It's not really that there is a "formula" for these things, but I have learned over the years that pretty much any successful musical you can name has an "I Want" song for its main character within the first fifteen or so minutes of the show. I can think of exceptions, but frankly, I feel that the lack of such a moment is a weakness in most of those cases. "Just Around the Riverbend" may not be a classic "I want" song, because the character doesn't really want anything that strongly until she meets John Smith, but it sets up her sense that she has another destiny to pursue than the one laid out for her by her father and society and her desire to go after it. The third number, "Mine Mine Mine", was basically supposed to introduce the antagonist, Ratcliffe, and what he wanted, so that the central dramatic conflict could be established.
Placement within a musical
Musical 101 explains: "The Main "I Want" Song comes early in the first act, with one or more of the main characters singing about the key motivating desire that will propel everyone (including the audience) through the remainder of the show. It is often followed by a reprise.
In many cases, these songs literally include the words "I want", "I wish" or "I've got to". Classic examples include My Fair Lady's "Wouldn't It Be Loverly", Carnival's "Mira", The Sound of Music's "I Have Confidence", Wicked's "The Wizard and I", The Book of Mormon's "You and Me (But Mostly Me)", Hamilton's "My Shot" and "The Room Where It Happens", The Producers' "King of Broadway" and Dear Evan Hansen's "Waving Through a Window." Stephen Sondheim and James Lapine's 1986 Broadway musical Into the Woods begins and ends with a character saying "I wish". For earlier examples, see "Over the Rainbow" from The Wizard of Oz (1939 film) or "It Might as Well Be Spring" from State Fair (1945 film).
Bob Fosse said there were only three types of show songs from a director's point of view: "I Am" songs – a song that explains a character/situation, "I Want" songs – desire and motivations, and "New songs" – songs that do not fit the other categories.
Beyond a musical
Schwartz also notes "I Want" songs are usually those which have a life beyond the music they were featured in:
I don't think it's surprising that "I Want" songs tend to be among the most recorded – they are often somewhat more liftable than other songs in the show (that is, they make sense outside the framework of the show) and they give the singer something to act. In classic terms, the job of an "I Want" song is not to move the action forward, but to set up the desire of the leading character that will drive the action for the rest of the show.
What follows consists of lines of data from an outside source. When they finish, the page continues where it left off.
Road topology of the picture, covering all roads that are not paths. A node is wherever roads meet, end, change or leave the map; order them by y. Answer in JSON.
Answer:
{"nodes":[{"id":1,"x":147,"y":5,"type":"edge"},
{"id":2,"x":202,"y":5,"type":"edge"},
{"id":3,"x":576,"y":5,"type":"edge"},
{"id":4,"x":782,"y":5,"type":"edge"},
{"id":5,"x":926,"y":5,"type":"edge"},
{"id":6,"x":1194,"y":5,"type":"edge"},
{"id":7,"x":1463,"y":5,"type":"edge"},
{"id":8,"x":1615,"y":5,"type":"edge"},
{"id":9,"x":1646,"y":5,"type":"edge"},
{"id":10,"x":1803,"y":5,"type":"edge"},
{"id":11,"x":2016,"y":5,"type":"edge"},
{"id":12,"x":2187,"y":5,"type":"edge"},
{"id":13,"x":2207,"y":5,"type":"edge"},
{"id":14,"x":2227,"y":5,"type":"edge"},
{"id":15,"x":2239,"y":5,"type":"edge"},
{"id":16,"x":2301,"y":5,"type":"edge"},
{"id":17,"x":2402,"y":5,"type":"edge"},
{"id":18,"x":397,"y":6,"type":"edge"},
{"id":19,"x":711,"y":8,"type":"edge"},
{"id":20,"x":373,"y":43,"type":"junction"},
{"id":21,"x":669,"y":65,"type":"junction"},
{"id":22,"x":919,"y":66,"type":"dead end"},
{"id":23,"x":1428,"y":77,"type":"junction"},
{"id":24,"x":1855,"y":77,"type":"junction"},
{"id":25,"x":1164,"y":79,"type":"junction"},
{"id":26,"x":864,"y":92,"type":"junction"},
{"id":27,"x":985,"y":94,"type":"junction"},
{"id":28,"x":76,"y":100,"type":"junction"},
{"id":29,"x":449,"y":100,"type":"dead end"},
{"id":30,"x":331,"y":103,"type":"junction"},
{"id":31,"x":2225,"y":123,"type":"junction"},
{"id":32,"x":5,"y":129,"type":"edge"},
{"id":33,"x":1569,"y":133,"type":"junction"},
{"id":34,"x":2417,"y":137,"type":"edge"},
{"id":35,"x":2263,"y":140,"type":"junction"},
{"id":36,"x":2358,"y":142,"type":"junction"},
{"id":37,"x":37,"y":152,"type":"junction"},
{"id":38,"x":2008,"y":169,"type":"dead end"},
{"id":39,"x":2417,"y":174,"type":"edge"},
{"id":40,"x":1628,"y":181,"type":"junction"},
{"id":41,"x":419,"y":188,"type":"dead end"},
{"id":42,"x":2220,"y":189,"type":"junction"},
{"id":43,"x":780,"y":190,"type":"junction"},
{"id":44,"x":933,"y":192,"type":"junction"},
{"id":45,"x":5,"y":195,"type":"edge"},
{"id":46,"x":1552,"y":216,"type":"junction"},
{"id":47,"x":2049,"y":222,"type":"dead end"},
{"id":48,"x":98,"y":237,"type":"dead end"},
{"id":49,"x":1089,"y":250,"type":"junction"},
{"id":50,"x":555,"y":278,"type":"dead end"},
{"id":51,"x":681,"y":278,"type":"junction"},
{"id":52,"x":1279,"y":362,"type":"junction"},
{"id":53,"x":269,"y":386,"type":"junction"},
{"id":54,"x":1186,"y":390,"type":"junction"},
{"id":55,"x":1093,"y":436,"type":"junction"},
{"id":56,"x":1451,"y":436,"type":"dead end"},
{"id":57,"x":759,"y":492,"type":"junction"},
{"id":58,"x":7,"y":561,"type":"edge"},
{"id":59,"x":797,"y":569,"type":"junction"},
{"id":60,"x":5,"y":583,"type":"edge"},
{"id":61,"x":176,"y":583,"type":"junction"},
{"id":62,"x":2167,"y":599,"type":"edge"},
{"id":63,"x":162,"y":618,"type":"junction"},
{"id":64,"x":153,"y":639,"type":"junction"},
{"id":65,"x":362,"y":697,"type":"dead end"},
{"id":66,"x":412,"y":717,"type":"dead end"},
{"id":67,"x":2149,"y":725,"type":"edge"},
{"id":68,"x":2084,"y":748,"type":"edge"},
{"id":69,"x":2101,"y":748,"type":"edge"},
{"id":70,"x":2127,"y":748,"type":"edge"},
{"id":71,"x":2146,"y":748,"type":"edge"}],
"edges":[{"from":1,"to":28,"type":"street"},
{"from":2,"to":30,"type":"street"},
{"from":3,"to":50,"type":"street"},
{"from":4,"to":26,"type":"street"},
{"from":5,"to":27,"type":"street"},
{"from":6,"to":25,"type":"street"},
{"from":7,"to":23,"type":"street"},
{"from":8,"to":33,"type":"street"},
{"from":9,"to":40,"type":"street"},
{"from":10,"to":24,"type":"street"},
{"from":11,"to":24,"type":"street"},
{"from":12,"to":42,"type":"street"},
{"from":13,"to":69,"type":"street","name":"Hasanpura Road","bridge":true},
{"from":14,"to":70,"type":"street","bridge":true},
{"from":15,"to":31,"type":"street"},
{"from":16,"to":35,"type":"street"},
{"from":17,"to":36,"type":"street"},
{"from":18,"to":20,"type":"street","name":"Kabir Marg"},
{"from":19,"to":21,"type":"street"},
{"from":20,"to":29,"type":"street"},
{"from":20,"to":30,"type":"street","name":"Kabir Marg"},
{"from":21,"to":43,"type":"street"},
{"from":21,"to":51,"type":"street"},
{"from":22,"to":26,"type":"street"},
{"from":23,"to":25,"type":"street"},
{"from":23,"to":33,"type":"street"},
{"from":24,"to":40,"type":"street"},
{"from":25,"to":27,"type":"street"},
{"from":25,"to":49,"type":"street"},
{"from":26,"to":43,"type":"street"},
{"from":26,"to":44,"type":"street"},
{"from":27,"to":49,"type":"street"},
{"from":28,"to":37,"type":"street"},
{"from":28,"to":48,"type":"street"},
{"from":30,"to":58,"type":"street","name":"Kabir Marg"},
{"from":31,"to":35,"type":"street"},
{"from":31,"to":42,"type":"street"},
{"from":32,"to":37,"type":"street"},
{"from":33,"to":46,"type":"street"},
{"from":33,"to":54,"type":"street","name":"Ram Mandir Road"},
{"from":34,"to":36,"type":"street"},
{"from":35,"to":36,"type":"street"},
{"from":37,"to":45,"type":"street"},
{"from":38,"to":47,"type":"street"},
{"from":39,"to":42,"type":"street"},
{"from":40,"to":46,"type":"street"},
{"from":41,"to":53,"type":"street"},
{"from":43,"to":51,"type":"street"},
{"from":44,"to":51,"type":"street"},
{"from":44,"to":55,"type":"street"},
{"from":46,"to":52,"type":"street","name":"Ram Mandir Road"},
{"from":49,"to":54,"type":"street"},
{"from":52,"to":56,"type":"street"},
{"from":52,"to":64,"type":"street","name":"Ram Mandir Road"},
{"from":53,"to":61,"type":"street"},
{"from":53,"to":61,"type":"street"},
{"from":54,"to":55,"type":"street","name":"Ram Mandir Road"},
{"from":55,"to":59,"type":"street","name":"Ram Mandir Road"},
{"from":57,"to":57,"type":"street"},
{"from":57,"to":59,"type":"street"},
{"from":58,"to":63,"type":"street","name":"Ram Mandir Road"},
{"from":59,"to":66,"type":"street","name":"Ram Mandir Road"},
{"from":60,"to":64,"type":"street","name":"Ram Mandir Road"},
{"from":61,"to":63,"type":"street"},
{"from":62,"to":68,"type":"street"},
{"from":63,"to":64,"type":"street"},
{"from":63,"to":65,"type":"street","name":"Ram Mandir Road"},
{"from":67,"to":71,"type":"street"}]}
The Walt Disney Company has a long tradition of "I Want" songs in Disney animated musicals going back to the Disney Renaissance era. The term has retroactively been used to describe older "I Want" songs. In a top ten list of Disney, The Daily Dot ranked Robin Hood's "Not in Nottingham" as the best "I Want" song. The site also noted that these could be sung by antagonists, ranking The Hunchback of Notre Dame's "Hellfire" at number 5. FanPop listed "Part of Your World" from The Little Mermaid as the best song of this type. The WFPL article Great 'I Want' Moments in Musicals listed "Belle", "Somewhere That's Green", "Wouldn't It Be Loverly", "Lonely Room", "Corner of the Sky", and "Part of Your World".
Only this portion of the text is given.